Among the many things they appreciate from their time in 4-H, are the great mentors they had the opportunity to learn from. Ken remembers fondly his Ag Rep Henry Stanley, as well as his neighbour and leader Jeff Nurse whom he later co-led with. Marie was able to learn through her mother and also Sharon Hart during her time in homemaking clubs.

Now, they are mentoring today’s 4-H members including Noah and Olivia Lichti who have participated in clubs lead by the McNabbs.

“Ken and Marie are very passionate about 4-H,” says Noah. “Ken has helped me a lot with judging and showing my dairy heifer.”

“They are very knowledgeable in what they do and their enthusiasm is contagious,” adds Olivia.

Both came from 4-H families and have decided to continue their 4-H careers as volunteers and leaders after their time as members.

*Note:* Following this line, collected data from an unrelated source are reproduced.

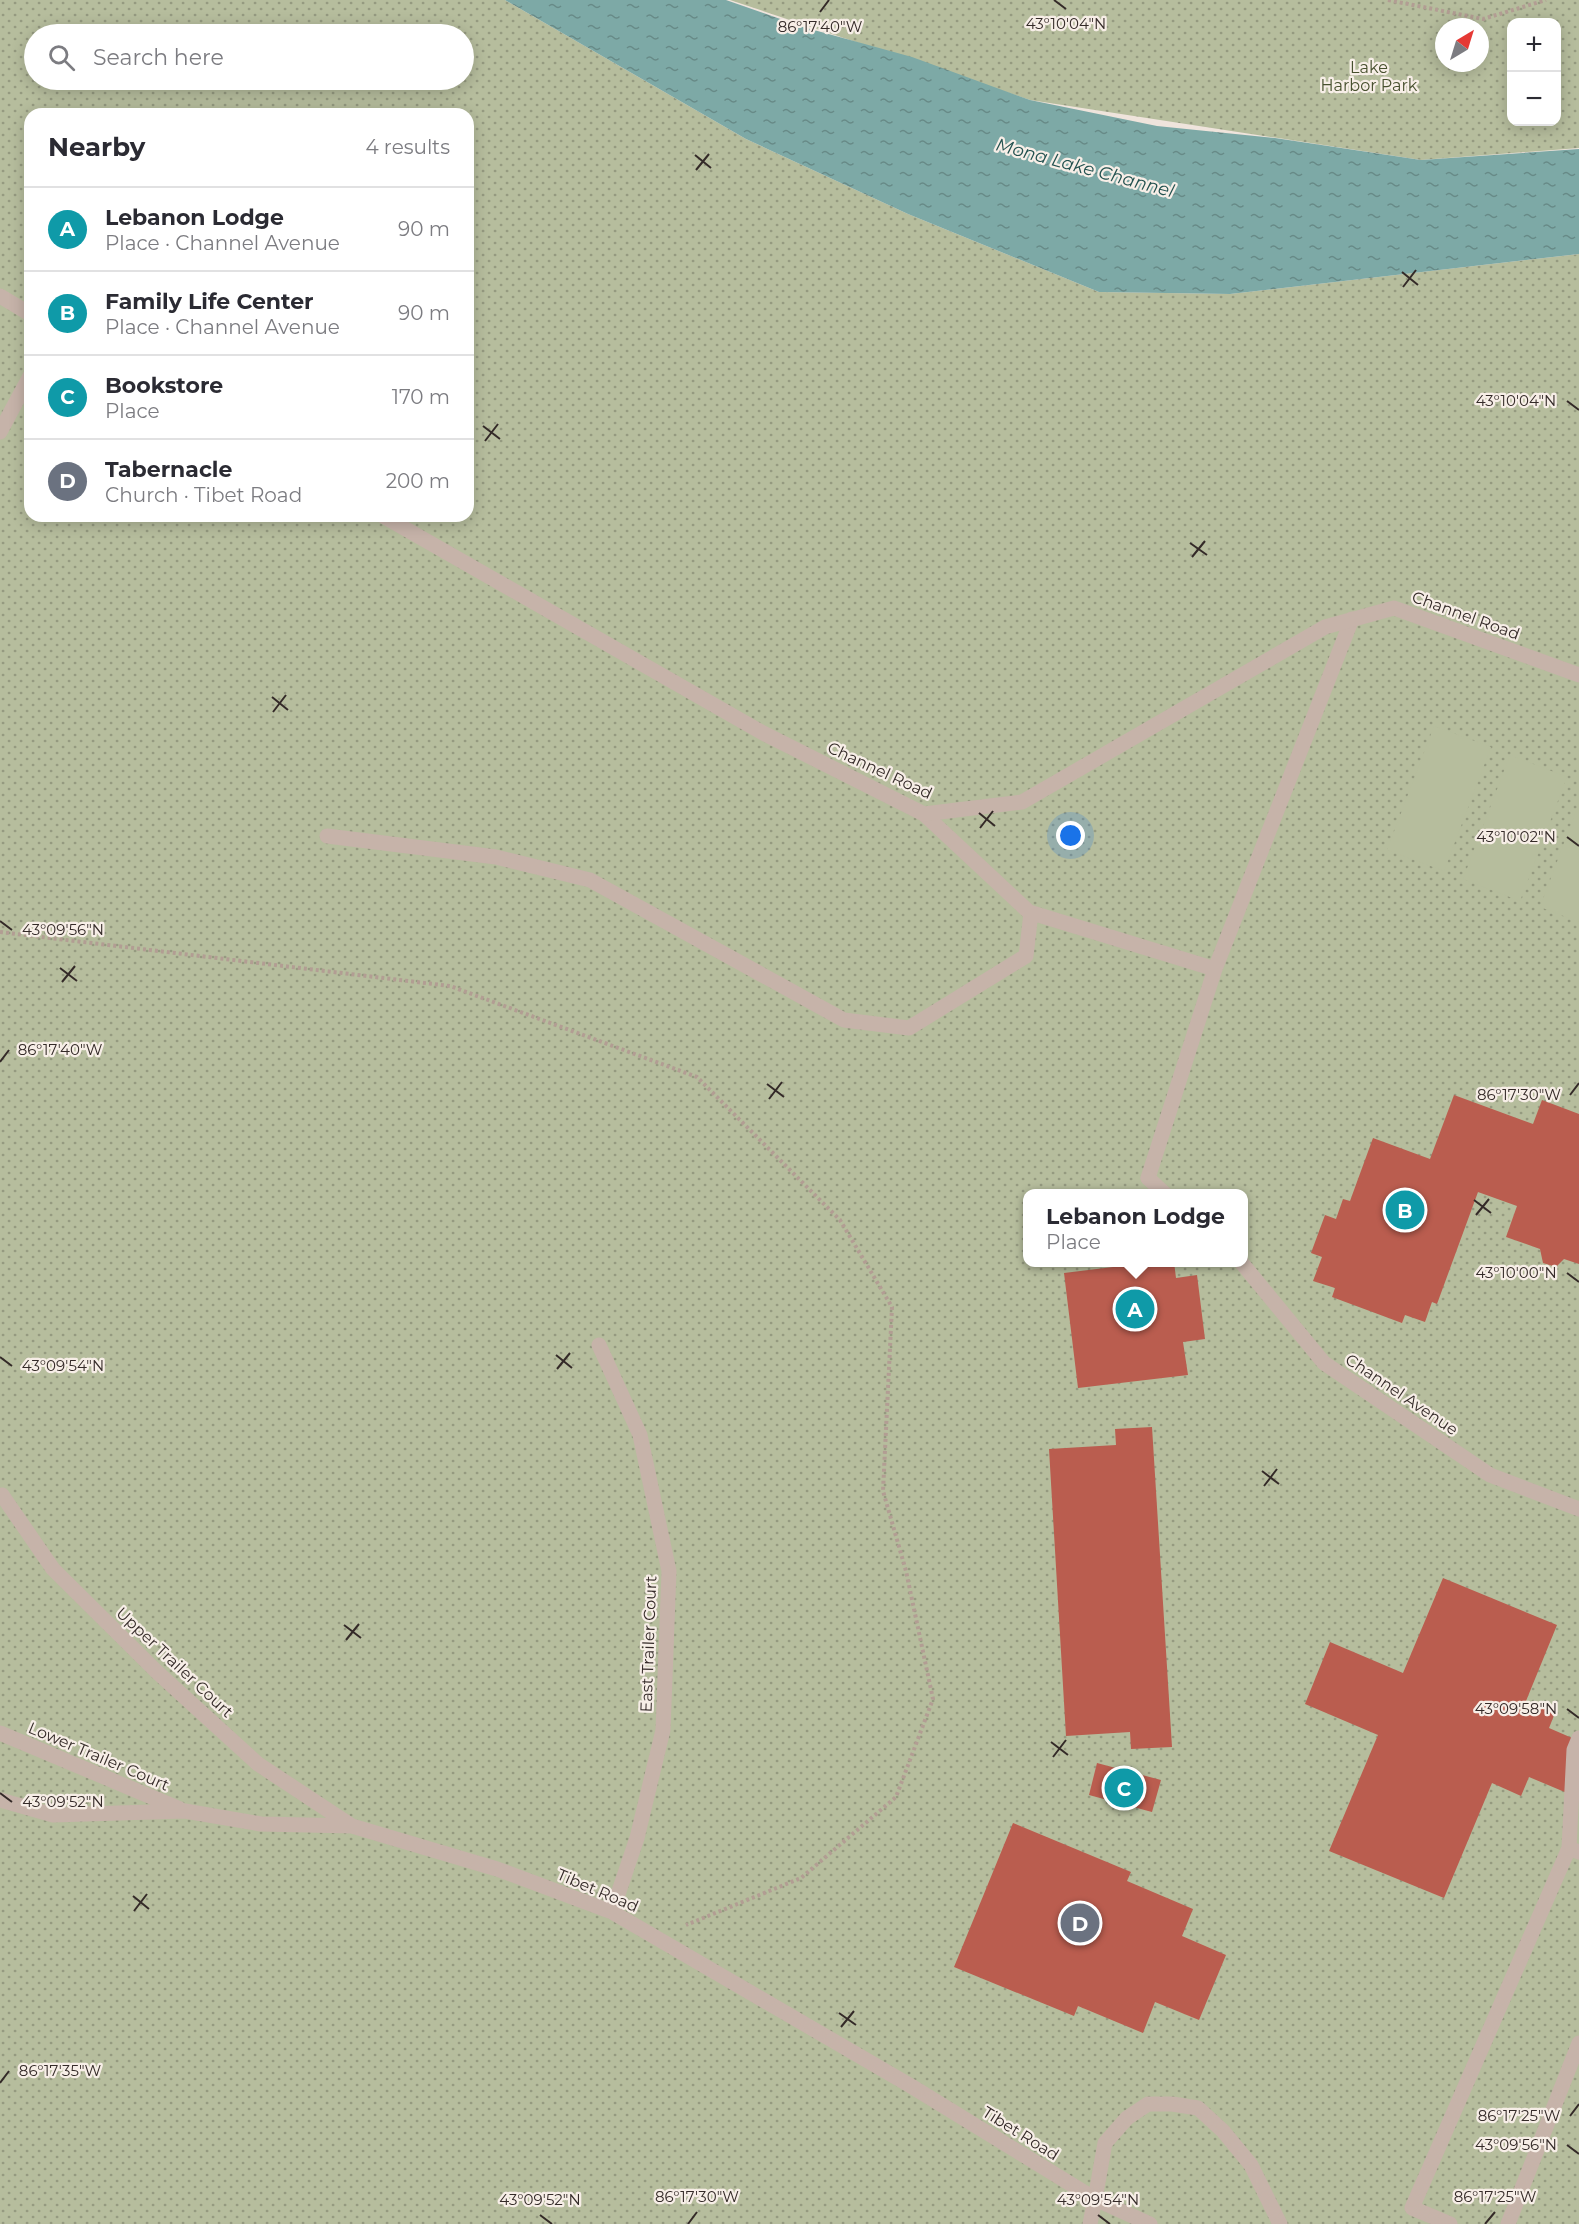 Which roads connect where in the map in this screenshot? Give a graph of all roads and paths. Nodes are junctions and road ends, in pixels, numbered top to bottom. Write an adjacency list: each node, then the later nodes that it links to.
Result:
1 (1388, 0): 2 (path)
2 (1546, 0)
3 (0, 297): 4 (street)
4 (24, 311)
5 (24, 387): 6 (street)
6 (0, 432)
7 (394, 522): 10 (street, Channel Road)
8 (1352, 619): 9 (street, Channel Road); 10 (street, Channel Road); 14 (street)
9 (1579, 675)
10 (924, 814): 12 (street)
11 (327, 836): 12 (street)
12 (1031, 913): 14 (street)
13 (0, 932): 27 (path)
14 (1215, 969): 15 (street)
15 (1160, 1189)
16 (1244, 1267): 19 (street, Channel Avenue)
17 (599, 1345): 26 (street, East Trailer Court)
18 (2, 1495): 24 (street, Upper Trailer Court)
19 (1579, 1509)
20 (0, 1733): 23 (street, Lower Trailer Court)
21 (1579, 1738): 25 (street)
22 (0, 1800): 23 (street, Tibet Road)
23 (185, 1811): 24 (street, Tibet Road)
24 (352, 1826): 26 (street, Tibet Road)
25 (1574, 1850): 33 (street)
26 (612, 1912): 27 (street, Tibet Road)
27 (655, 1937): 29 (street, Tibet Road)
28 (1579, 2043): 34 (street)
29 (1095, 2199): 30 (street); 31 (street, Tibet Road); 32 (street)
30 (1090, 2224)
31 (1150, 2224)
32 (1280, 2224)
33 (1450, 2224)
34 (1508, 2224) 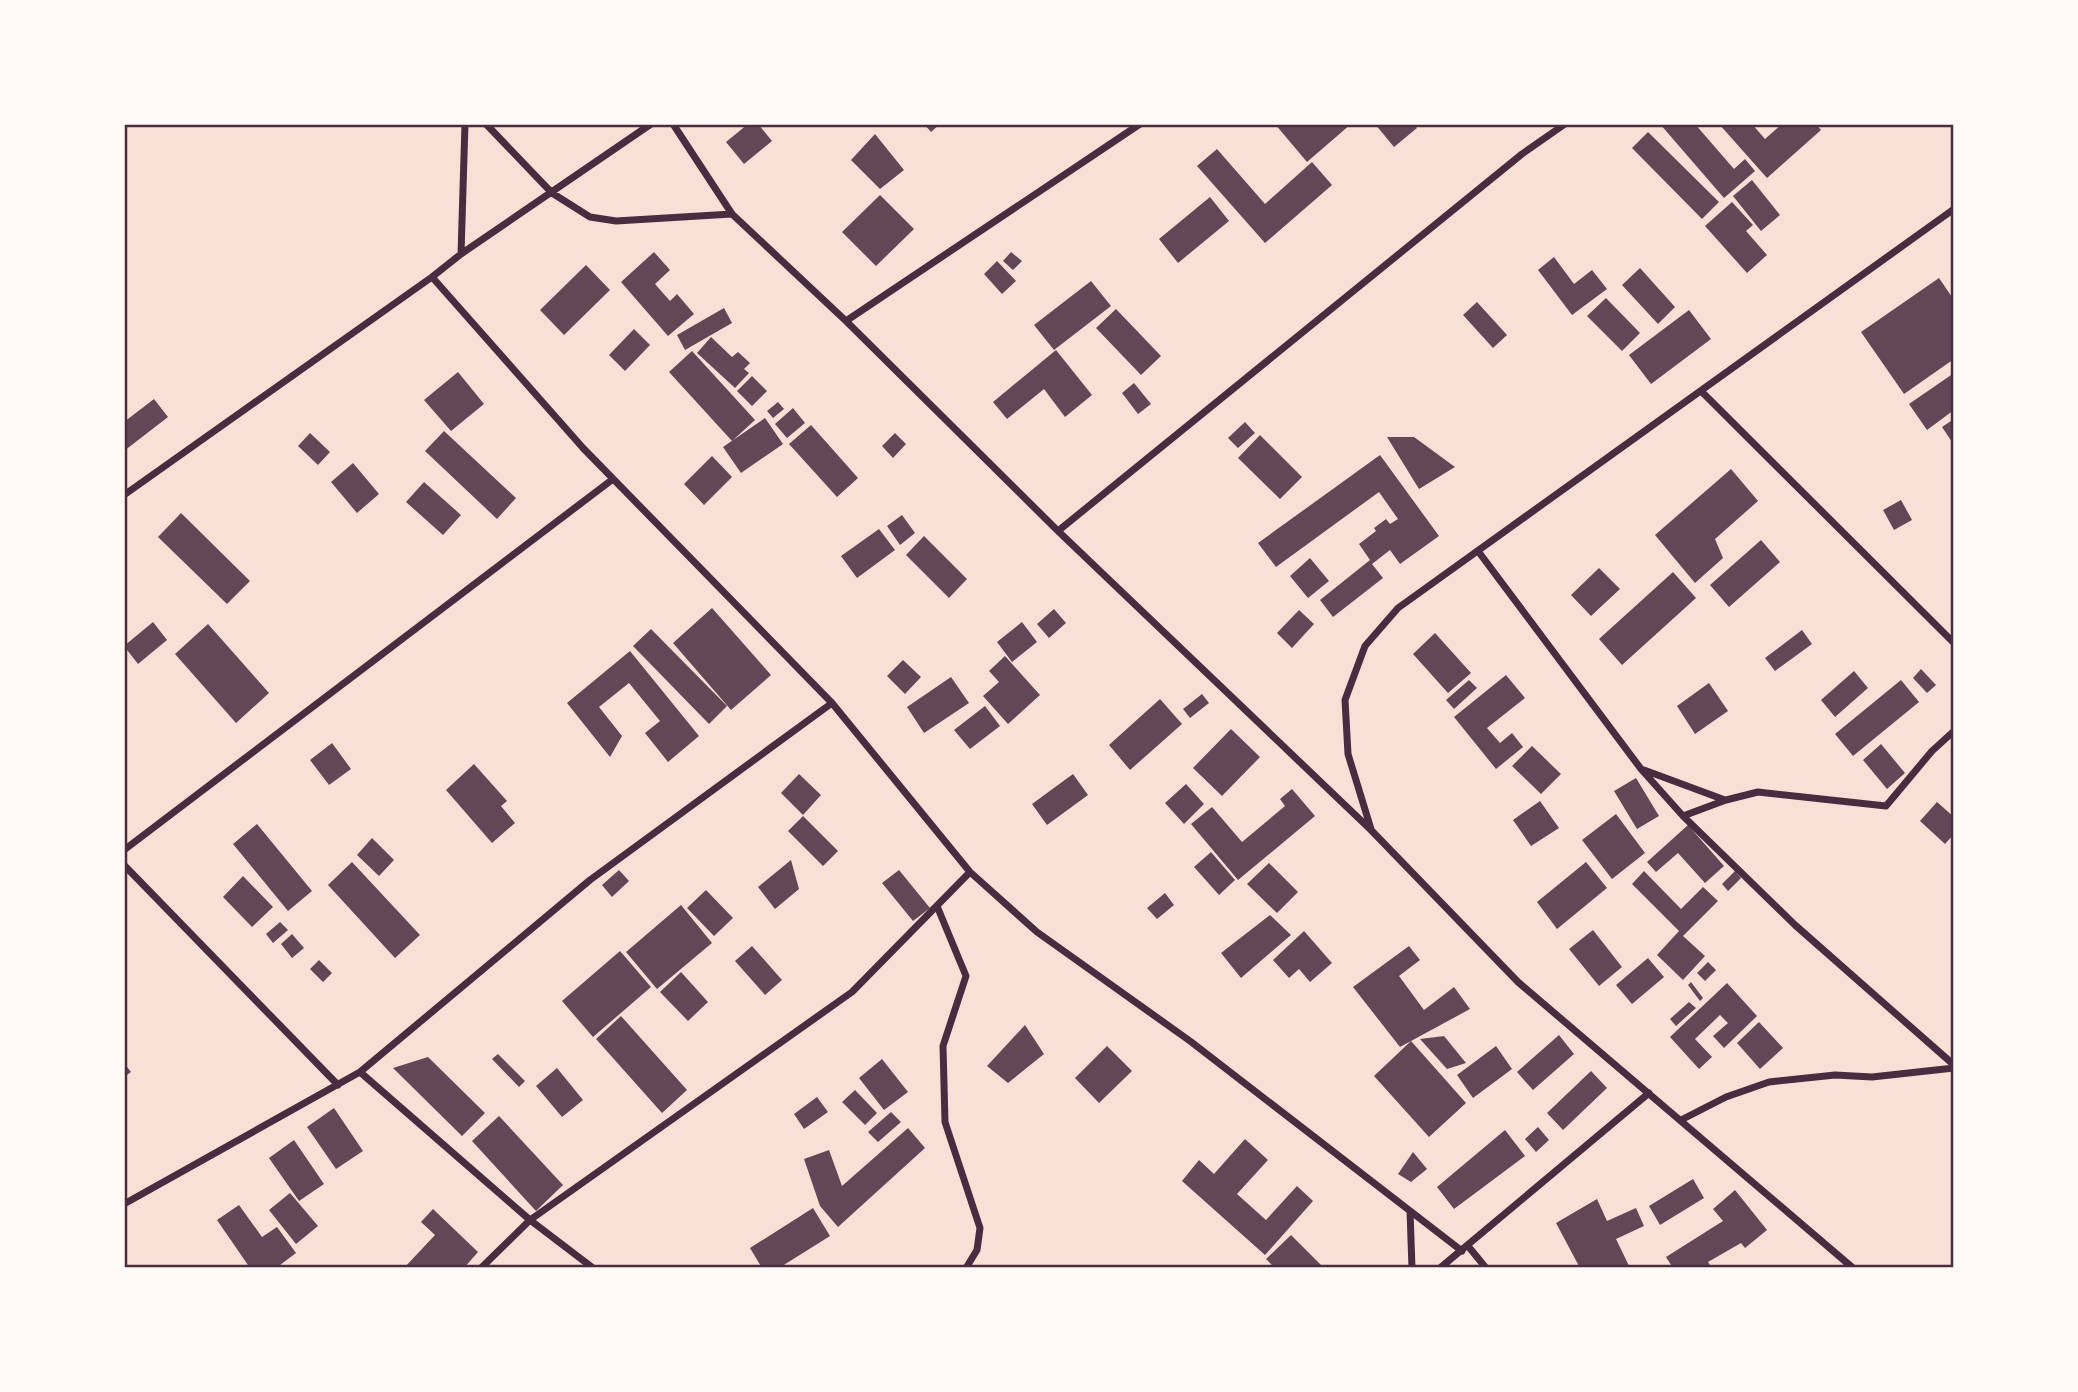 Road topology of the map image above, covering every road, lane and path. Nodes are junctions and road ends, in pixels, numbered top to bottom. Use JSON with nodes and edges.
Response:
{"nodes":[{"id":1,"x":465,"y":124,"type":"edge"},
{"id":2,"x":486,"y":124,"type":"edge"},
{"id":3,"x":651,"y":124,"type":"edge"},
{"id":4,"x":673,"y":124,"type":"edge"},
{"id":5,"x":1140,"y":124,"type":"edge"},
{"id":6,"x":1565,"y":124,"type":"edge"},
{"id":7,"x":552,"y":193,"type":"junction"},
{"id":8,"x":1954,"y":209,"type":"edge"},
{"id":9,"x":732,"y":214,"type":"junction"},
{"id":10,"x":461,"y":254,"type":"junction"},
{"id":11,"x":432,"y":277,"type":"junction"},
{"id":12,"x":846,"y":321,"type":"junction"},
{"id":13,"x":1701,"y":391,"type":"junction"},
{"id":14,"x":613,"y":479,"type":"junction"},
{"id":15,"x":124,"y":495,"type":"edge"},
{"id":16,"x":1058,"y":531,"type":"junction"},
{"id":17,"x":1478,"y":551,"type":"junction"},
{"id":18,"x":1954,"y":643,"type":"edge"},
{"id":19,"x":832,"y":703,"type":"junction"},
{"id":20,"x":1954,"y":732,"type":"edge"},
{"id":21,"x":1642,"y":769,"type":"junction"},
{"id":22,"x":1726,"y":800,"type":"junction"},
{"id":23,"x":1683,"y":816,"type":"junction"},
{"id":24,"x":1371,"y":830,"type":"junction"},
{"id":25,"x":124,"y":850,"type":"edge"},
{"id":26,"x":124,"y":865,"type":"edge"},
{"id":27,"x":970,"y":872,"type":"junction"},
{"id":28,"x":937,"y":906,"type":"junction"},
{"id":29,"x":1954,"y":1067,"type":"edge"},
{"id":30,"x":360,"y":1072,"type":"junction"},
{"id":31,"x":338,"y":1085,"type":"junction"},
{"id":32,"x":1649,"y":1093,"type":"junction"},
{"id":33,"x":1681,"y":1120,"type":"junction"},
{"id":34,"x":124,"y":1205,"type":"edge"},
{"id":35,"x":1410,"y":1211,"type":"junction"},
{"id":36,"x":530,"y":1220,"type":"junction"},
{"id":37,"x":1465,"y":1249,"type":"junction"},
{"id":38,"x":481,"y":1268,"type":"edge"},
{"id":39,"x":593,"y":1268,"type":"edge"},
{"id":40,"x":966,"y":1268,"type":"edge"},
{"id":41,"x":1412,"y":1268,"type":"edge"},
{"id":42,"x":1440,"y":1268,"type":"edge"},
{"id":43,"x":1486,"y":1268,"type":"edge"},
{"id":44,"x":1853,"y":1268,"type":"edge"}],
"edges":[{"from":1,"to":10,"type":"street"},
{"from":2,"to":7,"type":"street"},
{"from":3,"to":7,"type":"street"},
{"from":4,"to":9,"type":"street"},
{"from":5,"to":12,"type":"street"},
{"from":6,"to":16,"type":"street"},
{"from":7,"to":9,"type":"street"},
{"from":7,"to":10,"type":"street"},
{"from":8,"to":13,"type":"street"},
{"from":9,"to":12,"type":"street"},
{"from":10,"to":11,"type":"street"},
{"from":11,"to":14,"type":"street"},
{"from":11,"to":15,"type":"street"},
{"from":12,"to":16,"type":"street"},
{"from":13,"to":17,"type":"street"},
{"from":13,"to":18,"type":"street"},
{"from":14,"to":19,"type":"street"},
{"from":14,"to":25,"type":"street"},
{"from":16,"to":24,"type":"street"},
{"from":17,"to":21,"type":"street"},
{"from":17,"to":24,"type":"street"},
{"from":19,"to":27,"type":"street"},
{"from":19,"to":30,"type":"street"},
{"from":20,"to":22,"type":"street"},
{"from":21,"to":22,"type":"street"},
{"from":21,"to":23,"type":"street"},
{"from":22,"to":23,"type":"street"},
{"from":23,"to":29,"type":"street"},
{"from":24,"to":32,"type":"street"},
{"from":26,"to":31,"type":"street"},
{"from":27,"to":28,"type":"street"},
{"from":27,"to":35,"type":"street"},
{"from":28,"to":36,"type":"street"},
{"from":28,"to":40,"type":"street"},
{"from":29,"to":33,"type":"street"},
{"from":30,"to":31,"type":"street"},
{"from":30,"to":36,"type":"street"},
{"from":31,"to":34,"type":"street"},
{"from":32,"to":33,"type":"street"},
{"from":32,"to":37,"type":"street"},
{"from":33,"to":44,"type":"street"},
{"from":35,"to":37,"type":"street"},
{"from":35,"to":41,"type":"street"},
{"from":36,"to":38,"type":"street"},
{"from":36,"to":39,"type":"street"},
{"from":37,"to":42,"type":"street"},
{"from":37,"to":43,"type":"street"}]}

“I think as a volunteer I’ve always enjoyed working with the younger kids and I’m trying to pass on some of the knowledge and skills that I learned through 4-H,” says Ken.

“My reward in volunteering is seeing a child develop, grow, take chances and want to try something new; watching the quiet person coming out of their shell from the beginning of a club to the end of the club,” adds Marie. “Many times I have heard it said that 4-H develops life-long friends. We try to enhance that.”

Another youth, Philip Cressman, has been a dairy member for three years and has shown a calf from the McNabb’s farm each year.

“They are helpful and give me lots of tips on how to prepare and show my calf at the Elora show and the New Hamburg Fair,” he says. “Ken and Marie are very passionate about 4-H. I look forward to going to 4-H meetings and learning about calves. They have welcomed me into the 4-H world with open arms.”

Mentoring and leading just seems to run in the family as each of their oldest and youngest sons, Colin and Liam began volunteering while only 18 and still members themselves.

Marie sees so many ways youth can benefit through the 4-H program. She lists judging, communication, public speaking, leadership, teamwork financial management and cooking—to name a few of the skills youth will develop.

“There is a certain amount of competition in 4-H. It doesn’t matter where young people will go in life they will compete; whether it’s for a job, a spot in a program at university or college or an apprenticeship,” says Ken. “The skills that members learn when judging in our clubs are teaching them to make decisions and by giving reasons they learn to defend their decision.”

Quilts for Humboldt

Stormont Stitchers use hands to help community

By Ryan Métivier

Decorative, colourful, warm—a quilt can have many adjectives and uses. For the families and survivors of the Humboldt Broncos bus crash in April, they could use some comfort in the aftermath of the incident.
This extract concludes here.